Warum die Forschung weiter auf Naturstoffe setzen sollte |
Daniela Hüttemann |
22.04.2025 18:00 Uhr |
Hat man interessante Kandidaten identifiziert, müssen diese in der Regel noch zum brauchbaren Medikament weiterentwickelt werden. »Die Natur entwickelt nichts für uns Menschen«, so Bode. Man dürfe nicht mit Ready-to-use-Therapeutika aus der Natur rechnen.
Bislang habe man mit der klassischen medizinischen Chemie eher »dekorativ« modifiziert – so als ob man an einem Weihnachtsbaum nur die Kugeln und Kerzen austauscht, der Baum selbst dabei gleichbleibt. Mit neueren Methoden wie der synthetischen Biologie könnte es gelingen, bildlich gesprochen ganze Äste oder gar den Stamm zu verändern.

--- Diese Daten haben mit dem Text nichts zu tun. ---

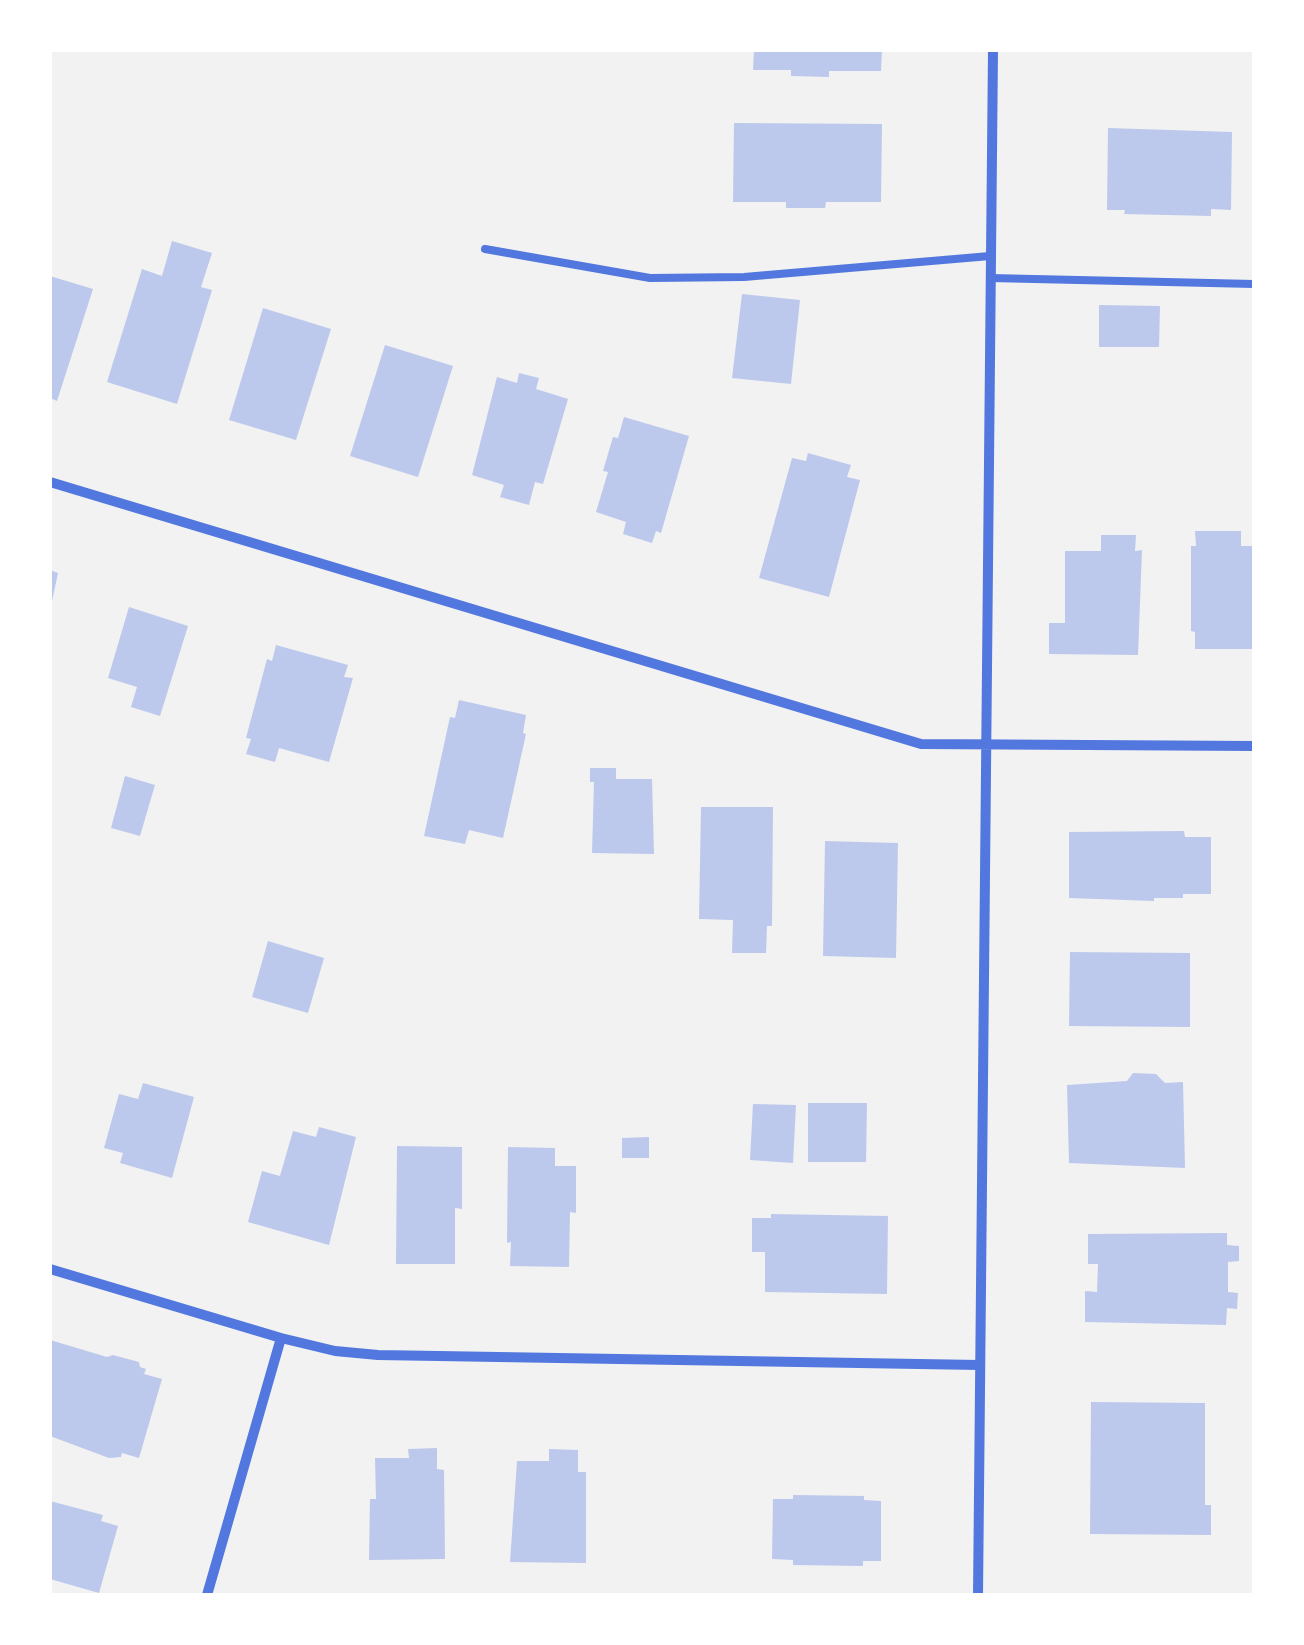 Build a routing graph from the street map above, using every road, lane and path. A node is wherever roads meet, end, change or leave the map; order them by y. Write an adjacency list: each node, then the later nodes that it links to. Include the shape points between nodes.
1 (993, 50): 3 (street)
2 (485, 250): 3 (lane, via 650,278 744,278)
3 (990, 256): 4 (street)
4 (990, 278): 5 (lane); 7 (street)
5 (1254, 284)
6 (50, 482): 7 (street, via 921,744)
7 (984, 744): 8 (street); 11 (street)
8 (1254, 746)
9 (50, 1269): 10 (street)
10 (281, 1338): 11 (street, via 378,1355); 12 (street)
11 (979, 1365): 13 (street)
12 (207, 1595)
13 (978, 1595) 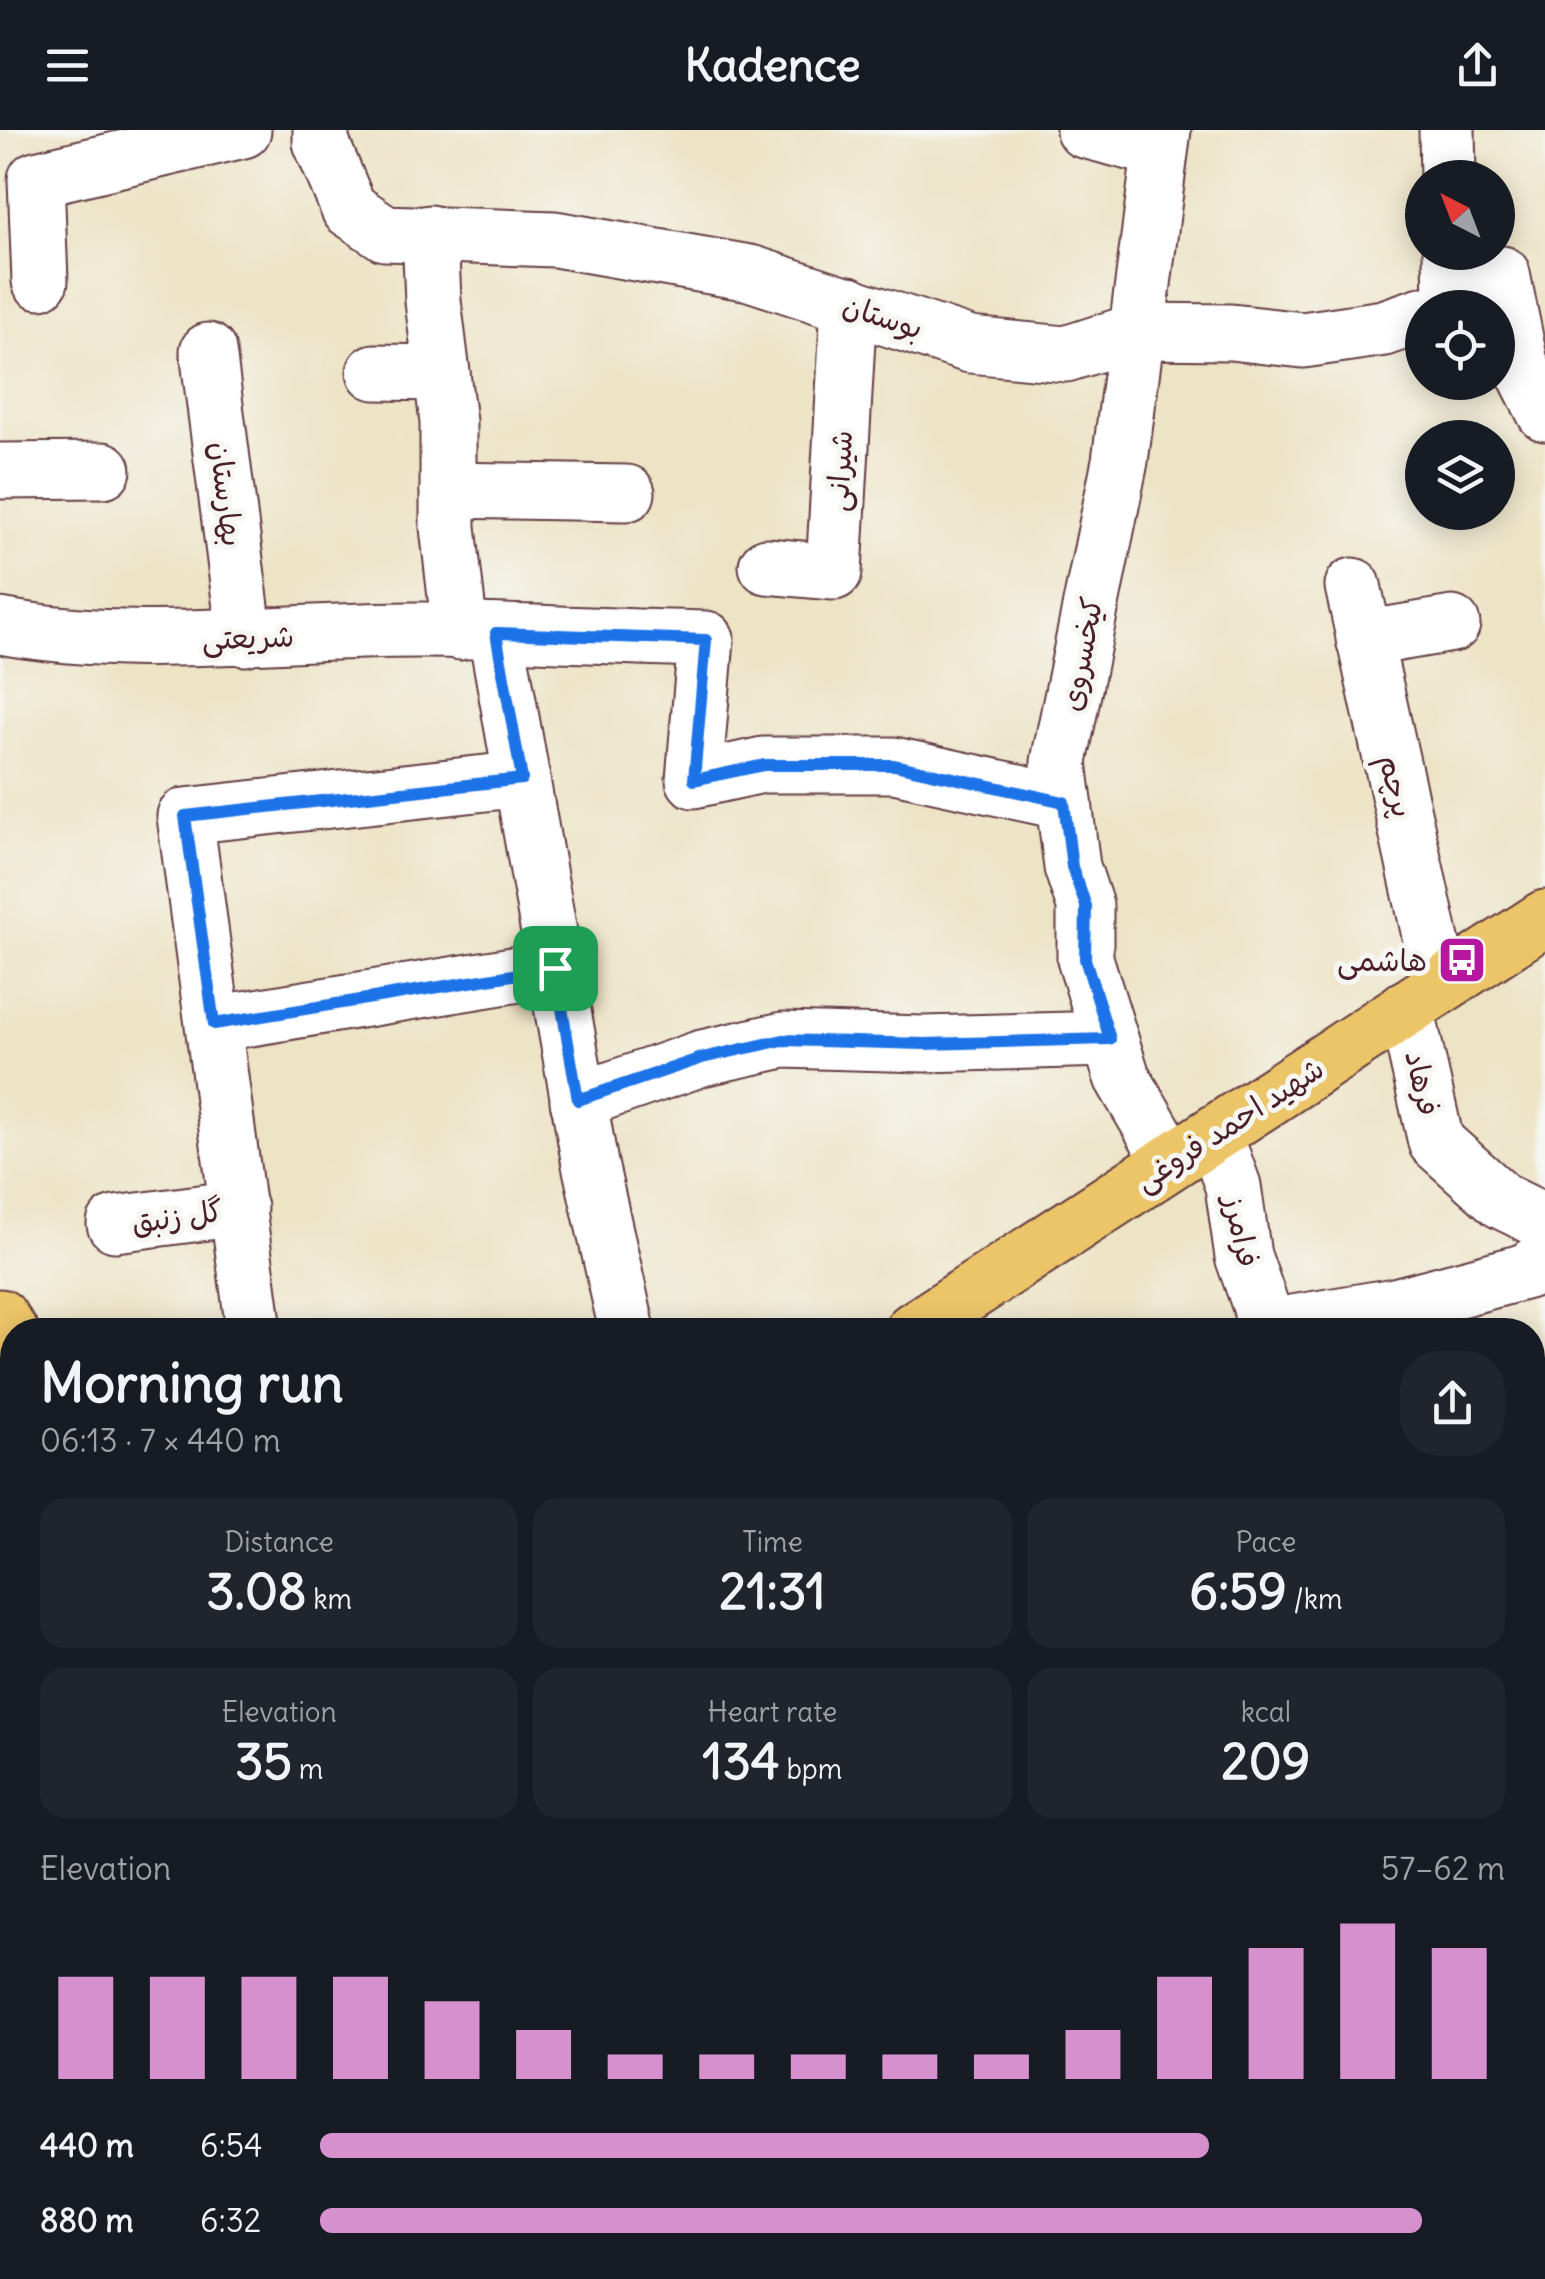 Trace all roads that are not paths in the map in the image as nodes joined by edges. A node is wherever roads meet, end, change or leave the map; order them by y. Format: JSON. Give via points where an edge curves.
{"nodes":[{"id":1,"x":243,"y":130,"type":"edge"},
{"id":2,"x":320,"y":130,"type":"edge"},
{"id":3,"x":1084,"y":130,"type":"edge"},
{"id":4,"x":1447,"y":130,"type":"edge"},
{"id":5,"x":1162,"y":140,"type":"edge"},
{"id":6,"x":1448,"y":160,"type":"edge"},
{"id":7,"x":430,"y":233,"type":"junction"},
{"id":8,"x":40,"y":281,"type":"dead end"},
{"id":9,"x":1481,"y":290,"type":"edge"},
{"id":10,"x":1505,"y":290,"type":"edge"},
{"id":11,"x":849,"y":304,"type":"junction"},
{"id":12,"x":1405,"y":316,"type":"edge"},
{"id":13,"x":1137,"y":331,"type":"junction"},
{"id":14,"x":1515,"y":338,"type":"edge"},
{"id":15,"x":208,"y":351,"type":"dead end"},
{"id":16,"x":375,"y":372,"type":"dead end"},
{"id":17,"x":442,"y":373,"type":"junction"},
{"id":18,"x":1545,"y":412,"type":"edge"},
{"id":19,"x":103,"y":470,"type":"dead end"},
{"id":20,"x":0,"y":471,"type":"edge"},
{"id":21,"x":448,"y":490,"type":"junction"},
{"id":22,"x":628,"y":493,"type":"dead end"},
{"id":23,"x":767,"y":566,"type":"dead end"},
{"id":24,"x":1352,"y":586,"type":"dead end"},
{"id":25,"x":1452,"y":624,"type":"dead end"},
{"id":26,"x":0,"y":626,"type":"edge"},
{"id":27,"x":478,"y":633,"type":"junction"},
{"id":28,"x":245,"y":638,"type":"junction"},
{"id":29,"x":1364,"y":639,"type":"junction"},
{"id":30,"x":522,"y":779,"type":"junction"},
{"id":31,"x":1064,"y":802,"type":"junction"},
{"id":32,"x":1545,"y":918,"type":"edge"},
{"id":33,"x":1545,"y":941,"type":"edge"},
{"id":34,"x":555,"y":968,"type":"junction"},
{"id":35,"x":1424,"y":997,"type":"junction"},
{"id":36,"x":214,"y":1024,"type":"junction"},
{"id":37,"x":1110,"y":1039,"type":"junction"},
{"id":38,"x":578,"y":1100,"type":"junction"},
{"id":39,"x":1192,"y":1147,"type":"junction"},
{"id":40,"x":238,"y":1208,"type":"junction"},
{"id":41,"x":1545,"y":1222,"type":"edge"},
{"id":42,"x":115,"y":1224,"type":"dead end"},
{"id":43,"x":1545,"y":1260,"type":"edge"},
{"id":44,"x":1485,"y":1306,"type":"edge"},
{"id":45,"x":252,"y":1318,"type":"edge"},
{"id":46,"x":623,"y":1318,"type":"edge"},
{"id":47,"x":930,"y":1318,"type":"edge"},
{"id":48,"x":959,"y":1318,"type":"edge"},
{"id":49,"x":1262,"y":1318,"type":"edge"},
{"id":50,"x":1326,"y":1318,"type":"edge"}],
"edges":[{"from":1,"to":8,"type":"street","via":[[36,180]]},
{"from":2,"to":7,"type":"street","name":"بوستان","via":[[349,209],[385,233]]},
{"from":3,"to":5,"type":"street"},
{"from":4,"to":6,"type":"street"},
{"from":5,"to":13,"type":"street","name":"کیخسروی"},
{"from":7,"to":11,"type":"street","name":"بوستان","via":[[555,239],[750,272]]},
{"from":7,"to":17,"type":"street"},
{"from":9,"to":10,"type":"street","name":"بوستان","via":[[1502,274]]},
{"from":11,"to":13,"type":"street","name":"بوستان","via":[[970,345],[1066,354]]},
{"from":11,"to":23,"type":"street","name":"شیرانی","via":[[834,572]]},
{"from":12,"to":13,"type":"street","name":"بوستان","via":[[1384,328],[1304,340]]},
{"from":13,"to":31,"type":"street","name":"کیخسروی","via":[[1120,462],[1059,762]]},
{"from":14,"to":18,"type":"street","name":"بوستان"},
{"from":15,"to":28,"type":"street","name":"بهارستان"},
{"from":16,"to":17,"type":"street"},
{"from":17,"to":21,"type":"street"},
{"from":19,"to":20,"type":"street"},
{"from":21,"to":22,"type":"street"},
{"from":21,"to":27,"type":"street","via":[[448,527]]},
{"from":24,"to":29,"type":"street","name":"پرچم"},
{"from":25,"to":29,"type":"street"},
{"from":26,"to":28,"type":"street","name":"شریعتی"},
{"from":27,"to":28,"type":"street","name":"شریعتی"},
{"from":27,"to":30,"type":"street"},
{"from":27,"to":31,"type":"street","name":"شریعتی","via":[[706,640],[694,780],[764,765],[894,765]]},
{"from":29,"to":35,"type":"street","name":"پرچم"},
{"from":30,"to":34,"type":"street"},
{"from":30,"to":36,"type":"street","via":[[185,816]]},
{"from":31,"to":37,"type":"street","name":"کیخسروی","via":[[1072,867],[1086,906],[1085,959]]},
{"from":32,"to":35,"type":"main road","name":"شهید احمد فروغی"},
{"from":33,"to":48,"type":"street","name":"شهید احمد فروغی"},
{"from":34,"to":36,"type":"street"},
{"from":34,"to":38,"type":"street"},
{"from":35,"to":39,"type":"main road","name":"شهید احمد فروغی"},
{"from":35,"to":41,"type":"street","name":"فرهاد","via":[[1436,1142],[1502,1201]]},
{"from":36,"to":40,"type":"street"},
{"from":37,"to":38,"type":"street","via":[[783,1040],[702,1058]]},
{"from":37,"to":39,"type":"street","name":"کیخسروی","via":[[1122,1078]]},
{"from":38,"to":46,"type":"street"},
{"from":39,"to":47,"type":"main road","name":"شهید احمد فروغی"},
{"from":39,"to":49,"type":"street","name":"فرامرز","via":[[1233,1186],[1243,1256]]},
{"from":40,"to":42,"type":"street","name":"گل زنبق"},
{"from":40,"to":45,"type":"street"},
{"from":43,"to":44,"type":"street"},
{"from":44,"to":50,"type":"street","via":[[1395,1306]]}]}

In Zukunft könnten Molekülklassen gentechnisch kombiniert werden. Bodes Arbeitsgruppe verwendet dafür NRPS Engineering. NRPS steht für nicht ribosomale Peptid-Synthetasen (NRPS) – gigantische Enzymkomplexe. Genabschnitte, die für unterschiedliche NRPS codieren, werden gentechnisch geschnitten und neu verknüpft, um neuartige NRPS zu generieren, die in der Natur nicht vorkommen.
Statt überschaubare Wirkstoffdatenbanken zu screenen, könnten Genome von neu entdeckten Bakterien auch sequenziert und mittels KI auf »brauchbare« Proteine gescannt werden (»Genome Mining«). Das menschliche Mikrobiom könnte hier noch viele Überraschungen bereithalten.
Viele Naturstoffklassen sind nicht erforscht, weil die produzierenden Mikroorganismen sich bislang nicht kultivieren lassen. Ein Beispiel sind Myxobakterien, die vor allem im Boden und in Komposthaufen leben, aber nur ungern im Reagenzglas. »Kaum jemand hat sie bislang ernsthaft bearbeitet, dabei finden wir ständig neue Arten, Gattungen und Familien«, so Professor Dr. Rolf Müller, geschäftsführender Direktor des Helmholtz-Instituts für Pharmazeutische Forschung Saarland (HIPS) in Saarbrücken, dort zugleich Leiter der Abteilung Mikrobielle Naturstoffe und Sprecher des Forschungsbereichs »Neue Antibiotika« im Rahmen des Deutschen Zentrums für Infektionsforschung (DZIF).
»Indem wir neue Naturstoffe identifizieren und ihre biologische Wirksamkeit aufklären, nutzen wir die Vorarbeit von vielen Millionen Jahren Evolution«, erklärte auch Müller. »Denn die Evolution hat Molekülstrukturen hervorgebracht, die an den unterschiedlichsten Stellen oft sehr gezielt in Lebensvorgänge eingreifen.«
Myxobakterien hätten einen räuberischen Lebensstil mit Rudelverhalten. Sie jagen im Schwarm und brauchen dafür zahlreiche chemische Substanzen. Als ein Beispiel eines potenziellen neuen Antiinfektivums aus Myxobakterien stellte Müller Corallopyronin A vor. Produziert wird es von Corallococcus coralloides. Der Naturstoff hemmt die bakterielle DNA-abhängige RNA-Polymerase und ist hoch wirksam gegen grampositive Bakterien sowie gramnegative, denen bestimmte Effluxpumpen fehlen. Ein Großteil der bekannten Antibiotikaresistenzen geht darauf zurück, dass die adressierten Bakterien Antibiotika zu schnell wieder ausschleusen können.